Travel and Yoga – The Formula for Finding Your Voice

College, they say, is a time of self-exploration. It’s the time in our lives we’re told we’re supposed to “find ourselves” (and this applies even if you didn’t go to college).
But what happens when you wake up one day and realize you’ve been out of college longer than you were in it, and you still struggle with identity?
I can answer that because it’s exactly where I found myself last summer.

Just a month before my 26th birthday, I left my family, friends, boyfriend, job, and all my belongings behind to travel through Africa solo for an indefinite amount of time.

To prepare, I had taken two small solo trips to Africa before, but I had no idea just how daunting it would be to be totally, completely alone.
Let me clarify something here: I’m an introvert. I LOVE being alone. But being alone in a strange country is not at all the same as being alone in your room while your roommate watches Netflix on the couch.
But something wonderful happened on that trip – I realized that I had spent so much time existing only in relation to others that I kind of forgot who I was.
Sure, I was a friend, an employee, a girlfriend, a daughter, a sister, a cousin . . . but who was I without all those relationships?
The beauty of solo travel is that all of the ‘things’ that define us are left behind. We are left with only ourselves to navigate our new environment. When we do this for a long enough period of time it allows for a reset. It allows us to breathe.
After two months in Africa, I got a better handle on my identity. I knew who I was again, but it wasn’t until I came home and started teaching yoga that I really started to discern and own my voice.

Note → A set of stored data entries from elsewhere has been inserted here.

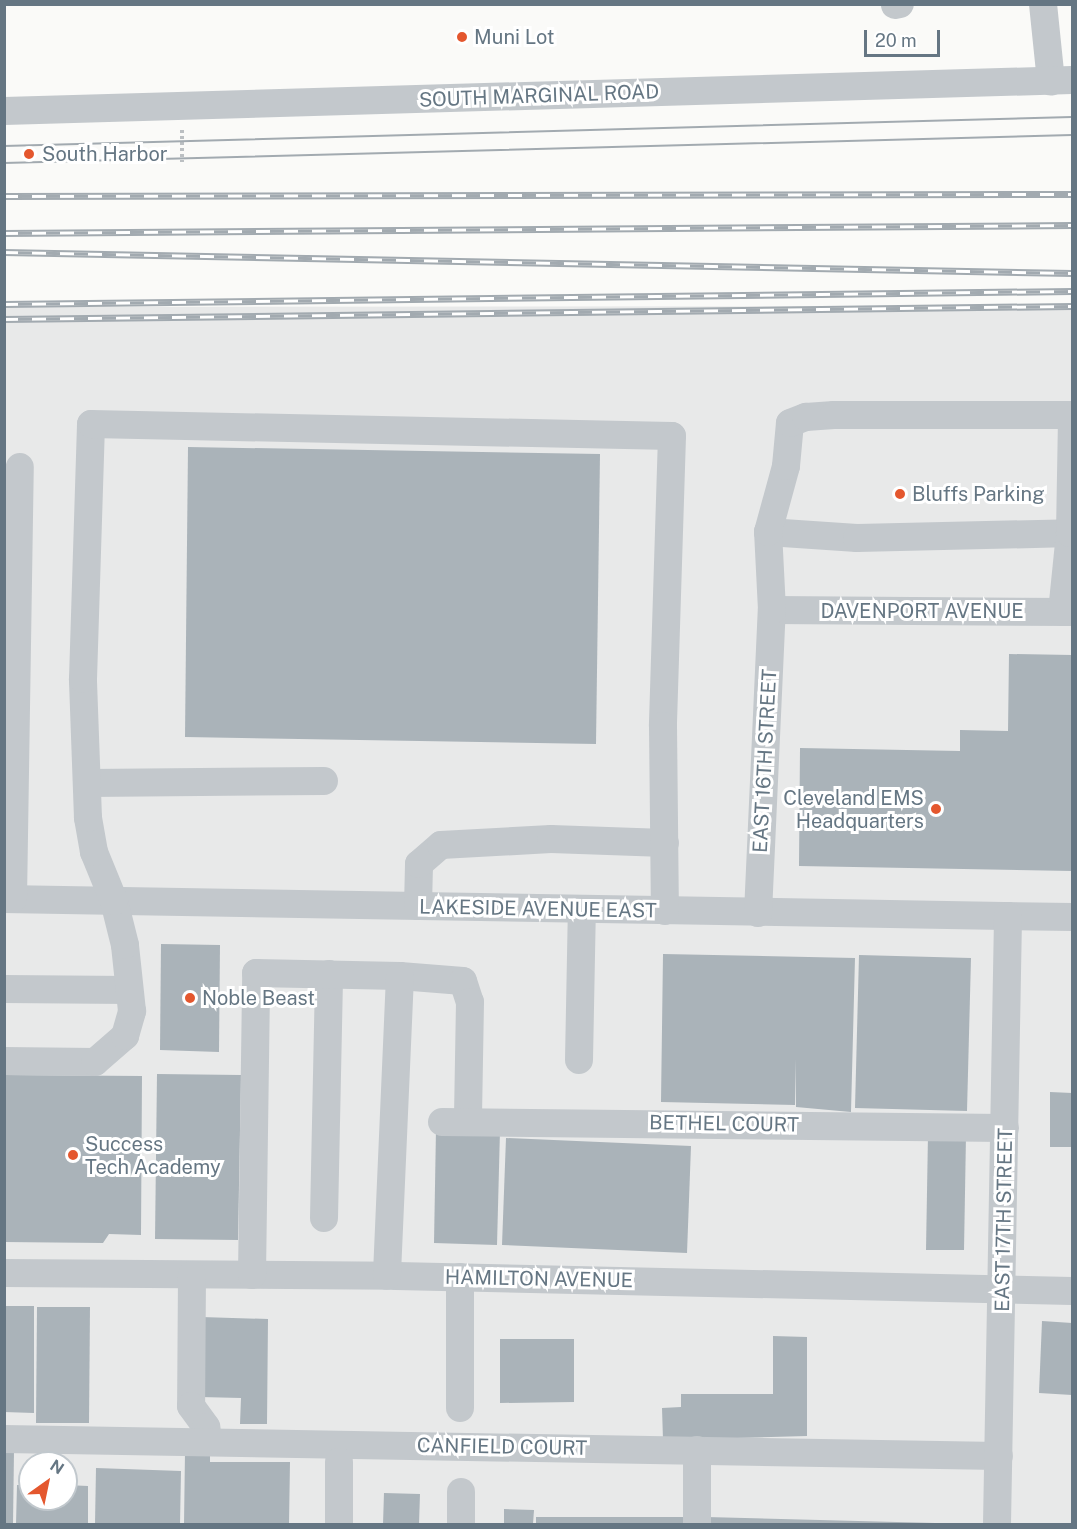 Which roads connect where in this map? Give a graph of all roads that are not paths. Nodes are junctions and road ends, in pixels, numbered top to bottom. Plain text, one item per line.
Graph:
1 (900, 4) edge
2 (1043, 4) edge
3 (894, 5) edge
4 (1062, 81) edge
5 (4, 111) edge
6 (1072, 415) edge
7 (20, 467) dead end
8 (1072, 476) edge
9 (768, 532) junction
10 (1071, 533) edge
11 (772, 610) junction
12 (1067, 612) edge
13 (10, 779) edge
14 (324, 781) dead end
15 (88, 783) junction
16 (665, 843) junction
17 (9, 899) edge
18 (114, 901) junction
19 (418, 906) junction
20 (582, 910) junction
21 (666, 911) junction
22 (758, 913) junction
23 (1008, 916) junction
24 (1072, 917) edge
25 (329, 975) junction
26 (400, 976) junction
27 (4, 989) edge
28 (129, 990) junction
29 (579, 1060) dead end
30 (4, 1061) edge
31 (1005, 1128) junction
32 (324, 1218) dead end
33 (4, 1273) edge
34 (192, 1275) junction
35 (252, 1275) junction
36 (387, 1276) junction
37 (460, 1278) junction
38 (1004, 1289) junction
39 (1072, 1291) edge
40 (460, 1408) dead end
41 (4, 1439) edge
42 (209, 1442) junction
43 (697, 1450) junction
44 (999, 1456) junction
45 (339, 1462) dead end
46 (461, 1492) dead end
47 (339, 1524) edge
48 (461, 1524) edge
49 (697, 1524) edge
50 (997, 1524) edge

1 - 3 street
2 - 4 street
4 - 5 street, SOUTH MARGINAL ROAD
6 - 8 street
6 - 9 street, EAST 16TH STREET
7 - 13 street
8 - 10 street
9 - 10 street
9 - 11 street, EAST 16TH STREET
10 - 12 street
11 - 12 street, DAVENPORT AVENUE
11 - 22 street, EAST 16TH STREET
13 - 17 street
14 - 15 street
15 - 16 street
15 - 18 street
16 - 19 street
16 - 21 street
17 - 18 street, LAKESIDE AVENUE EAST
18 - 19 street, LAKESIDE AVENUE EAST
18 - 28 street
19 - 20 street, LAKESIDE AVENUE EAST
20 - 21 street, LAKESIDE AVENUE EAST
20 - 29 street
21 - 22 street, LAKESIDE AVENUE EAST
22 - 23 street, LAKESIDE AVENUE EAST
23 - 24 street, LAKESIDE AVENUE EAST
23 - 31 street, EAST 17TH STREET
25 - 26 street
25 - 32 street
25 - 35 street
26 - 31 street, BETHEL COURT
26 - 36 street
27 - 28 street
28 - 30 street
31 - 38 street, EAST 17TH STREET
33 - 34 street, HAMILTON AVENUE
34 - 35 street, HAMILTON AVENUE
34 - 42 street
35 - 36 street, HAMILTON AVENUE
36 - 37 street, HAMILTON AVENUE
37 - 38 street, HAMILTON AVENUE
37 - 40 street
38 - 39 street, HAMILTON AVENUE
38 - 44 street, EAST 17TH STREET
41 - 42 street, CANFIELD COURT
42 - 43 street, CANFIELD COURT
43 - 44 street, CANFIELD COURT
43 - 49 street
44 - 50 street, EAST 17TH STREET
45 - 47 street
46 - 48 street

See, the thing about yoga is it’s so easy to try to sound like what we think a yoga teacher should sound like.

It’s so easy to adopt the “yoga voice” and start doing and saying things you see and hear from other teachers without really deciding how you feel about them because “that’s yoga.”
But guess what? Phrases like “breathe into your little toe” don’t mean crap to me. (Seriously, how??) In this saturated yoga market, everyone is trying to stand out.
One year into my teaching career, I finally feel like I have developed my voice and this has served me both on and off the mat.

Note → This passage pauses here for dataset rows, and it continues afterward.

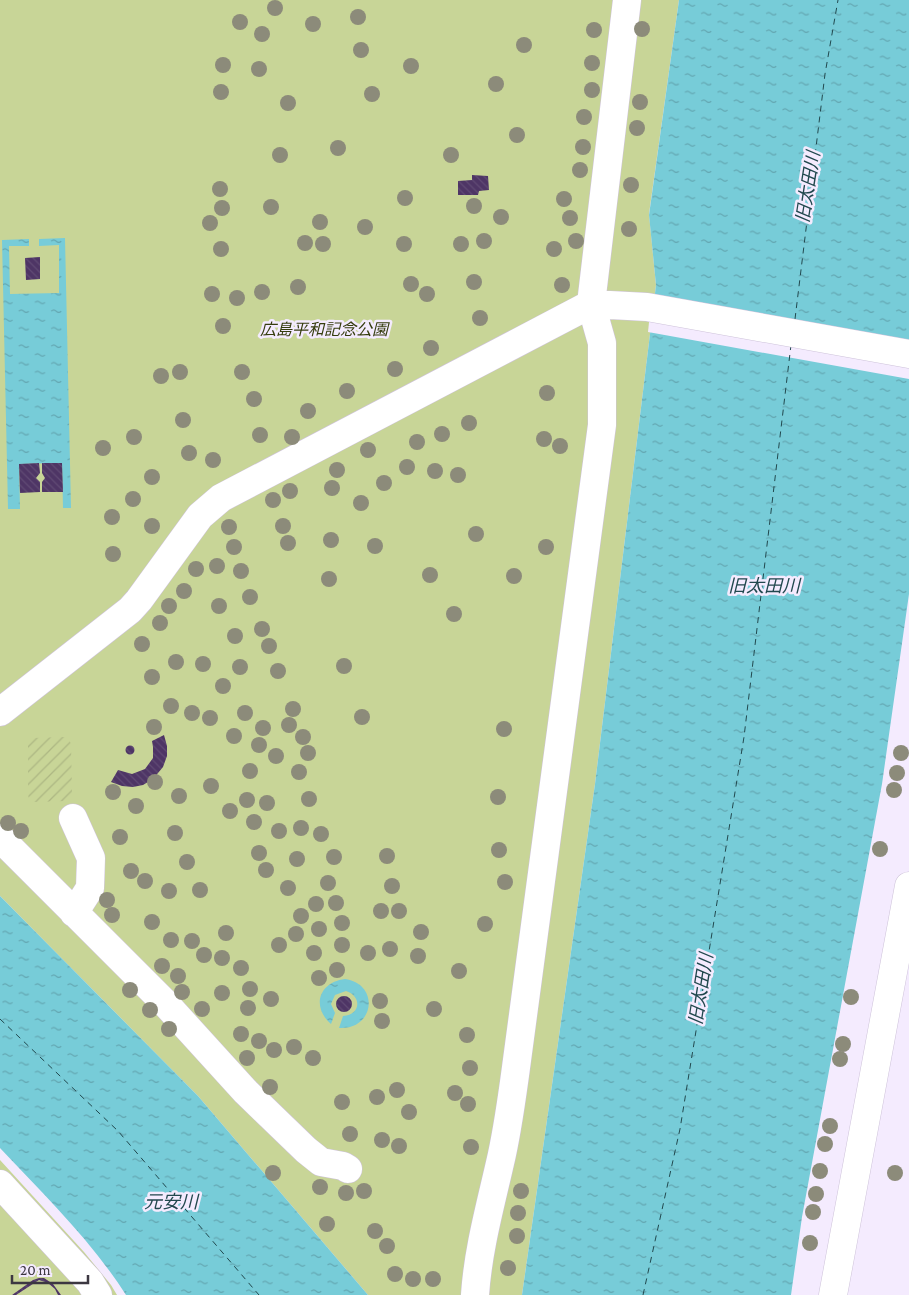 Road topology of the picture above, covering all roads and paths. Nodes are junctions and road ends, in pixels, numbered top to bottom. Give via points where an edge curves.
1 (627, 0) edge
2 (591, 304) junction
3 (909, 354) edge
4 (0, 712) edge
5 (73, 818) dead end
6 (0, 838) edge
7 (909, 886) edge
8 (74, 913) junction
9 (348, 1169) dead end
10 (0, 1184) edge
11 (98, 1295) edge
12 (475, 1295) edge
13 (833, 1295) edge

1 - 2 street
2 - 3 street via 647,307
2 - 4 street via 221,498 200,516 130,610
2 - 12 street via 602,343 602,425 507,1131 482,1242
5 - 8 street via 90,858 90,888
6 - 8 street
7 - 13 street
8 - 9 street via 306,1150 321,1162
10 - 11 street via 90,1282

Here are 3 things I’ve learned about teaching yoga that have helped me find and teach with an authentic voice:


1. Nothing is more obvious than inauthenticity

In my first few months of teaching, I would (naturally) get very nervous right before class started. Would my students like the sequences I’d prepared or would they think the class was too easy? Or too hard?
Would they be staring at my pudgy stomach the entire time thinking she’s the teacher?? Or would they not even show up when they saw my name on the roster? With all this fear running through my head, I would inadvertently start doing and saying things that I knew weren’t me.
I would start off playing reggae or (clean) hip hop, but then get nervous that my students would be offended and try to change the music to something “zen” five minutes in, thus throwing off the remainder of my class. And my students noticed.
Those first few months, I had almost no returning students. But the minute I stopped trying to be something I wasn’t, my classes were suddenly filled with the same students, week after week.


2. Trust that those who like you, actually like y.o.u.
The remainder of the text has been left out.